In the first one, you are simply telling it to map and filter every element. Since you can do that to each element in an independent way and the code is more abstract, the map and filter can be done in parallel without you knowing (I'm not sure if would execute in parallel in Swift, I know that in java you can change the way it does it by using parallel streams).

But in the second example, you are telling it to iterate over each element, sequentially. Since you are telling step by step what needs to be done, it's not parallelizable unless you implement it to be so.


Put another way, the first example is about data flow. The required value is specified declaratively, in the form of an expression.

The second example is about control flow. The required behaviour is specified imperatively, in the form of a statements to be executed in a defined order, and the combined effect of those statements is to update the list until it has the required value.

In the second case, the programmer specifies more details explicitly. In this case, those extra details probably aren’t helping, but the optimiser still has to prove that transforming the control flow (for example, into a parallelised form) really will give the same observable behaviour. In the first case, the optimiser doesn’t have to prove the things the programmer never specified anyway, so it has more latitude in how it implements the underlying computation.


They're both parallelizable, but the second one is harder to automatically parallelize.

There are guarantees about the way a map function works. It doesn't mutate its input, it only has access to one element at a time, you can't access the data structure you're building, etc.

All of these traits are true of the imperative version as well, but it's a lot harder to write a program which understands that. Meanwhile, you know that's how map and filter work, so it's trivially easy to know that those guarantees hold.


As a matter of fact loops that mutate state are not parallelizable because you can't analyze what they do in order to infer intent and thus some imposed ordering with which you could efficiently distribute the required work while at the same time guaranteeing correctness - solve that and you'd solve the Halting problem ;-)

Can't be done.


Well, you can't solve it in the general case. But parallelizing compilers can and have been written that perform a conservative analysis -- they can prove some subset of all parallelizable loops as parallelizable, and for the ones they can't prove as such, they err toward 'remain serialized'.

For a simple example, code that performs regular array-based accesses, where index computations are simple affine functions (a*i + b) of a single iteration variable 'i', is a case that's received a lot of attention. See e.g. Polly for LLVM.


Maybe we aren't speaking the same language, but I never mentioned parallelism in my text.

We could talk about why the first example could be parallelized of course, but that's not what I wanted to talk about and you missed the point ;-)


Actually, I responded to the wrong post. I meant to post my reply to svachalek.


> For example, the first one is completely open to being performed in parallel

So what do you actually have to do to make this actually run in parallel? Or do you truly get it automatically?
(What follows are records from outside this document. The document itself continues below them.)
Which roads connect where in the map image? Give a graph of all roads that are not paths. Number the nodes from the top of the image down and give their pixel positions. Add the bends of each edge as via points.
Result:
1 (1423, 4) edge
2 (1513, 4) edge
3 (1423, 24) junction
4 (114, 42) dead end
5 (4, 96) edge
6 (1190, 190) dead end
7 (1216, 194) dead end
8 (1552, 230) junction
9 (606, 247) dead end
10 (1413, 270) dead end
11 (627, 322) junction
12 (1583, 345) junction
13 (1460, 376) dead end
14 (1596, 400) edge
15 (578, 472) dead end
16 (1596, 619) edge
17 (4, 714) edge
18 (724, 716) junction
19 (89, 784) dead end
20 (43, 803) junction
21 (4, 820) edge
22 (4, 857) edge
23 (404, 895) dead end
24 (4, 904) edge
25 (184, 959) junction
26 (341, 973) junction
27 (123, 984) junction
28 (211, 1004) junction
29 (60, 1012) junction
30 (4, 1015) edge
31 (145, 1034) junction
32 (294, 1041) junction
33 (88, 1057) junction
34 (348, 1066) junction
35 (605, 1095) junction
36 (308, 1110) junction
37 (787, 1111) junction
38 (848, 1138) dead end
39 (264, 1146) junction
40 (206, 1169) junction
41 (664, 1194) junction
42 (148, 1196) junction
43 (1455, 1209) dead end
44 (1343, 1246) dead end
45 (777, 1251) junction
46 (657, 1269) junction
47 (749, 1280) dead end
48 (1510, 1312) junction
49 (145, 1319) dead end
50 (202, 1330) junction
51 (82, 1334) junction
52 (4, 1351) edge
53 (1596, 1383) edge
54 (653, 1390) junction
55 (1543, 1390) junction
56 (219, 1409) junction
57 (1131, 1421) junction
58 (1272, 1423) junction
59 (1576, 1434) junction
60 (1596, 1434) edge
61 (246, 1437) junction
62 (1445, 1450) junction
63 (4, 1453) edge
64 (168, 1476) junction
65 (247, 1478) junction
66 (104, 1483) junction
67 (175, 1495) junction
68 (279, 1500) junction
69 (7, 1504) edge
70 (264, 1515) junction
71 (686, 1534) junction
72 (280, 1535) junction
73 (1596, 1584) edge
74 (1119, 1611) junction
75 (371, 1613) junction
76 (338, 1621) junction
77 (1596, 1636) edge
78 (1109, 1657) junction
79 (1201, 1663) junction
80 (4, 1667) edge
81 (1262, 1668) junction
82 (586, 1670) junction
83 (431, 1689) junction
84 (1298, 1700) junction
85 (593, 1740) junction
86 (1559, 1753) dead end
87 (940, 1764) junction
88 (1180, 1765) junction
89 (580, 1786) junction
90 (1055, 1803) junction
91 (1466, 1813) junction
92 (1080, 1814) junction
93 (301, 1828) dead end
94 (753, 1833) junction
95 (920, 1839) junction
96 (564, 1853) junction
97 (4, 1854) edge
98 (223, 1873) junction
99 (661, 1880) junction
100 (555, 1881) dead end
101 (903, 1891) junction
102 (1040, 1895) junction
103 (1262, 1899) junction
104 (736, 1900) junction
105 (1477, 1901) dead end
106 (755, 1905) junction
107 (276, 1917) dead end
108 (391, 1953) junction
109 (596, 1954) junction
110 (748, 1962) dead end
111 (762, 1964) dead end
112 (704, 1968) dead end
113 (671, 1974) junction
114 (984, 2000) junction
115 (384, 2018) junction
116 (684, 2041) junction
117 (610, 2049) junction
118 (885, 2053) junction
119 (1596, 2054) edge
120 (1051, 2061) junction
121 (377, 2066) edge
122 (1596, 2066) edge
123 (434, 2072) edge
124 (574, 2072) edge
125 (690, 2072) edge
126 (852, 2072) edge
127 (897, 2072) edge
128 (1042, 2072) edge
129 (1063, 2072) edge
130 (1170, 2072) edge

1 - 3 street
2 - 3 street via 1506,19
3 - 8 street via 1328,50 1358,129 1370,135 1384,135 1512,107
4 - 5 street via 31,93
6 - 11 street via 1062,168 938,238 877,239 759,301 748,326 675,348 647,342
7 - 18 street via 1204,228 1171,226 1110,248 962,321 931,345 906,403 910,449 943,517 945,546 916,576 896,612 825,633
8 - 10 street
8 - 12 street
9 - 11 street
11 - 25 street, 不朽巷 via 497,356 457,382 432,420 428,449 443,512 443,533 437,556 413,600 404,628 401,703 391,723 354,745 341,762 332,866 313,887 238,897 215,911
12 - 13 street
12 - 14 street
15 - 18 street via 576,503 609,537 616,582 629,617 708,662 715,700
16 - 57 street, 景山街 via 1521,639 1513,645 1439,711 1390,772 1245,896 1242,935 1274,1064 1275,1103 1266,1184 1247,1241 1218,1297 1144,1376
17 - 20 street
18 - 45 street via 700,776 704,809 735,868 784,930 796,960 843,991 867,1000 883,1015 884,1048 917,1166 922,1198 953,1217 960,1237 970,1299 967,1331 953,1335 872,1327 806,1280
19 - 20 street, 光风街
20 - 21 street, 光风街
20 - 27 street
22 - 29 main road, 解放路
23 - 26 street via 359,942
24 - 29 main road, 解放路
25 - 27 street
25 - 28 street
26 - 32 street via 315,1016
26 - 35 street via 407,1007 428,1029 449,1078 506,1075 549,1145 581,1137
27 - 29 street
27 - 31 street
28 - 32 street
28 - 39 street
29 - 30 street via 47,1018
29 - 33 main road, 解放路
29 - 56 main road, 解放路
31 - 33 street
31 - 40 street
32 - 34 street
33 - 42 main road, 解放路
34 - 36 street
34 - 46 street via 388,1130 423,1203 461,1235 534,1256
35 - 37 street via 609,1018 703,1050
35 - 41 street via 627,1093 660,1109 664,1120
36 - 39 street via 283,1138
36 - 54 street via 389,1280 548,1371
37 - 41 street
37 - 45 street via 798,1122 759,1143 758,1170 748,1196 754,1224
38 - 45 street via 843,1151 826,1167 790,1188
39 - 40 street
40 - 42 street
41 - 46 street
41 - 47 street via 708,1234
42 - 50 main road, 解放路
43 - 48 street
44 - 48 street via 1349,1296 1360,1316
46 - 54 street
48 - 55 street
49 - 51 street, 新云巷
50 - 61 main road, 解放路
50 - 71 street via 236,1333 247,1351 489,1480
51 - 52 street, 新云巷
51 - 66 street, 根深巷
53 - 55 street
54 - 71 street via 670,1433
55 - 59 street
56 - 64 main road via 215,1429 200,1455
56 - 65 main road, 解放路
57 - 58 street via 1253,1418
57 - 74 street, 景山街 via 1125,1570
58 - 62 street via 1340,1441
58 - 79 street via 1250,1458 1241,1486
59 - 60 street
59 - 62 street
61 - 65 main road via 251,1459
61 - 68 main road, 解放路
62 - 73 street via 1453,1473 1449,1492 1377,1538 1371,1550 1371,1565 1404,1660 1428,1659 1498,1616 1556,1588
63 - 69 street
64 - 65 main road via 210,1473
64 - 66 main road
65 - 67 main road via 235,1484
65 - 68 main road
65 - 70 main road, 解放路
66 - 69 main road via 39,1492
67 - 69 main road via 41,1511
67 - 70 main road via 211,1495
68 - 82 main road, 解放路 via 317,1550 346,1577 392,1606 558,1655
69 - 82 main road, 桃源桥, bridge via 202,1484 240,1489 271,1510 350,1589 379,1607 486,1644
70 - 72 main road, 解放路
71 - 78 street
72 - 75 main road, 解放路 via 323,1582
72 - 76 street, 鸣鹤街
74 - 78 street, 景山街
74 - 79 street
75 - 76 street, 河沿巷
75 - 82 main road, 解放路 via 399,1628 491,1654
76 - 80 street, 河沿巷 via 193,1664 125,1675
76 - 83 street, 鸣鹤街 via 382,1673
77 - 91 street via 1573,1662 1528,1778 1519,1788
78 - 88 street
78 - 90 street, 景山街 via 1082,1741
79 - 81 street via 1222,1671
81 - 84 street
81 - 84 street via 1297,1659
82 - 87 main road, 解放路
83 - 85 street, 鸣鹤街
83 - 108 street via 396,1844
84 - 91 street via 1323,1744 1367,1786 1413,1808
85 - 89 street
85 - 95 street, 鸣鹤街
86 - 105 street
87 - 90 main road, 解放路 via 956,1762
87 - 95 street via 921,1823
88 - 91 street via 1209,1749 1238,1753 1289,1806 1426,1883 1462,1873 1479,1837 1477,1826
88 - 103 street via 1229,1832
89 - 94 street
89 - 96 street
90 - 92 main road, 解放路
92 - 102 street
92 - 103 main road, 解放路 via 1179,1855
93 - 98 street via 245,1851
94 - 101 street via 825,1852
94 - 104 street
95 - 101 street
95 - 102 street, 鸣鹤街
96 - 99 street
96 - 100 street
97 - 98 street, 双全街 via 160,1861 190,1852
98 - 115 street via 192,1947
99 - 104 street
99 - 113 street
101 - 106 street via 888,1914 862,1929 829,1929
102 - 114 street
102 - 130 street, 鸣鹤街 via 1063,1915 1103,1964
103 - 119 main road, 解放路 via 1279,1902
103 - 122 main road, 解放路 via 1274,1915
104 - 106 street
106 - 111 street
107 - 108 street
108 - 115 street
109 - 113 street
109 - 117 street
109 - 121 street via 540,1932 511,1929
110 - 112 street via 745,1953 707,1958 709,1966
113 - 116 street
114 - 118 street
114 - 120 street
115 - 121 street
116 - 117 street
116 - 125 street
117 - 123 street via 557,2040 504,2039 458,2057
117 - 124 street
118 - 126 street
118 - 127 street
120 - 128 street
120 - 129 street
I don't think that will happen in Swift, but conceptually there's nothing that stops the compiler from doing it since you're not specifying the order that anything happens. Some Haskell compilers can automate parallelization of the equivalent code. But pragmatically speaking, you can convert code in this style to parallel code without changing the algorithm; for example various "map-reduce" servers are built around the idea of mapping and reducing, which are fundamental concepts of functional programming.
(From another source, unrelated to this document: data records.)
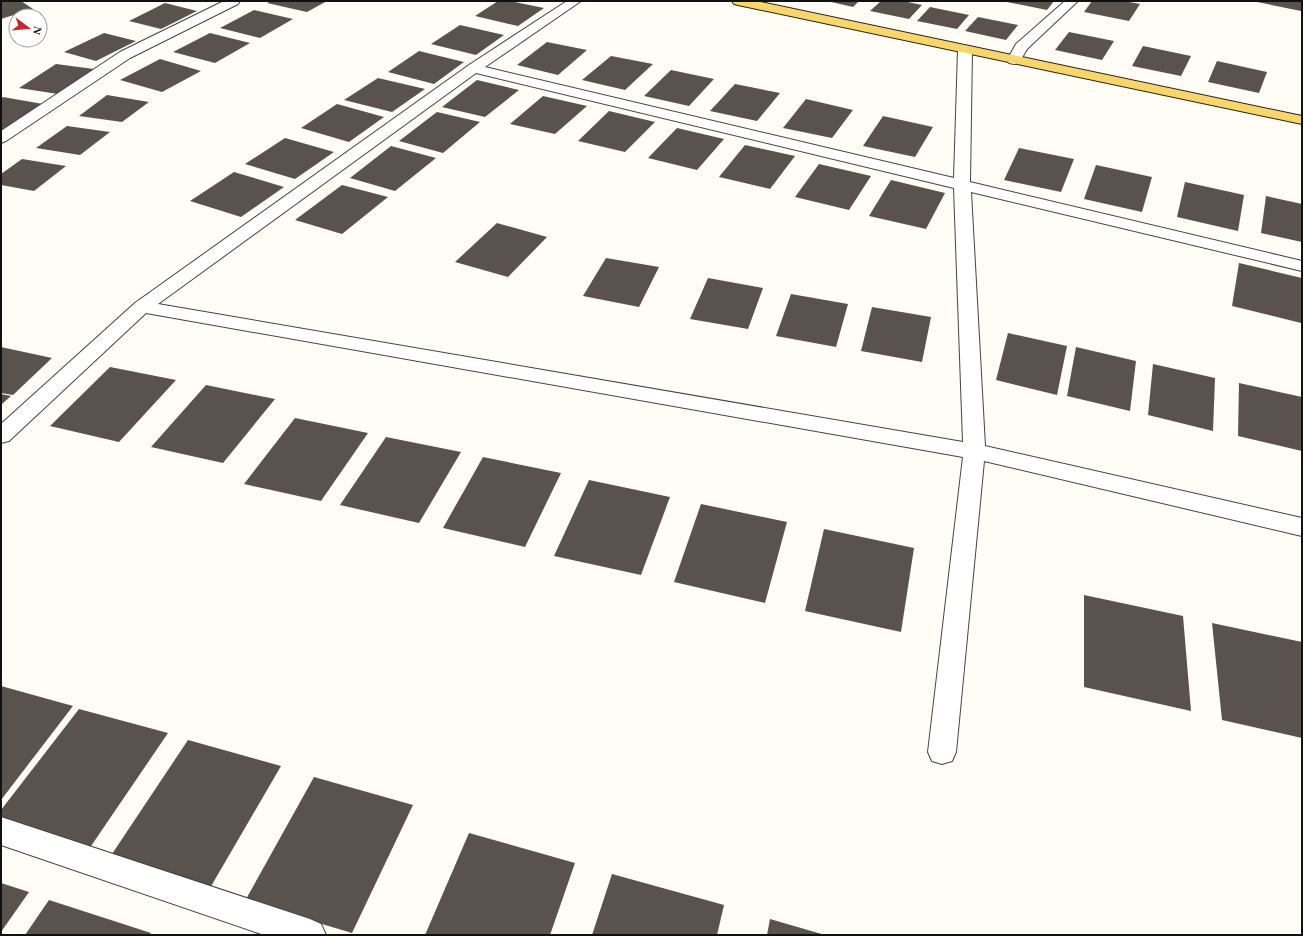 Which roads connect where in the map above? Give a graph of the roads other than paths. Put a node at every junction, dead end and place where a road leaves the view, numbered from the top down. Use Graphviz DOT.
graph roads {
  1 [pos="234,1"];
  2 [pos="575,1"];
  3 [pos="738,1"];
  4 [pos="1072,1"];
  5 [pos="965,50"];
  6 [pos="1014,60"];
  7 [pos="474,68"];
  8 [pos="1302,120"];
  9 [pos="1,138"];
  10 [pos="962,184"];
  11 [pos="1302,266"];
  12 [pos="142,307"];
  13 [pos="1,436"];
  14 [pos="974,451"];
  15 [pos="1302,526"];
  16 [pos="942,752"];
  17 [pos="1,831"];
  18 [pos="310,935"];
  1 -- 9 [label="street"];
  2 -- 7 [label="street"];
  3 -- 5 [label="main road"];
  4 -- 6 [label="street"];
  5 -- 6 [label="main road"];
  5 -- 10 [label="street"];
  6 -- 8 [label="main road"];
  7 -- 10 [label="street"];
  7 -- 12 [label="street"];
  10 -- 11 [label="street"];
  10 -- 14 [label="street"];
  12 -- 13 [label="street"];
  12 -- 14 [label="street"];
  14 -- 15 [label="street"];
  14 -- 16 [label="street"];
  17 -- 18 [label="street"];
}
In contrast, in the imperative form, you are specifying how items are appended to a list, which means that any attempt to do it in parallel could change the order of the operations and therefore the order of the result. Sure, a sufficiently smart compiler could in theory figure out what "should" happen and see how to optimize it, but in practice today's smartest compilers can barely handle the functional case.


Don't know about Swift, but in Haskell you substitute parallel versions of map and filter that are guaranteed to mean the same thing.


Hence why "structure and interpretation of computer programs" is a very important read.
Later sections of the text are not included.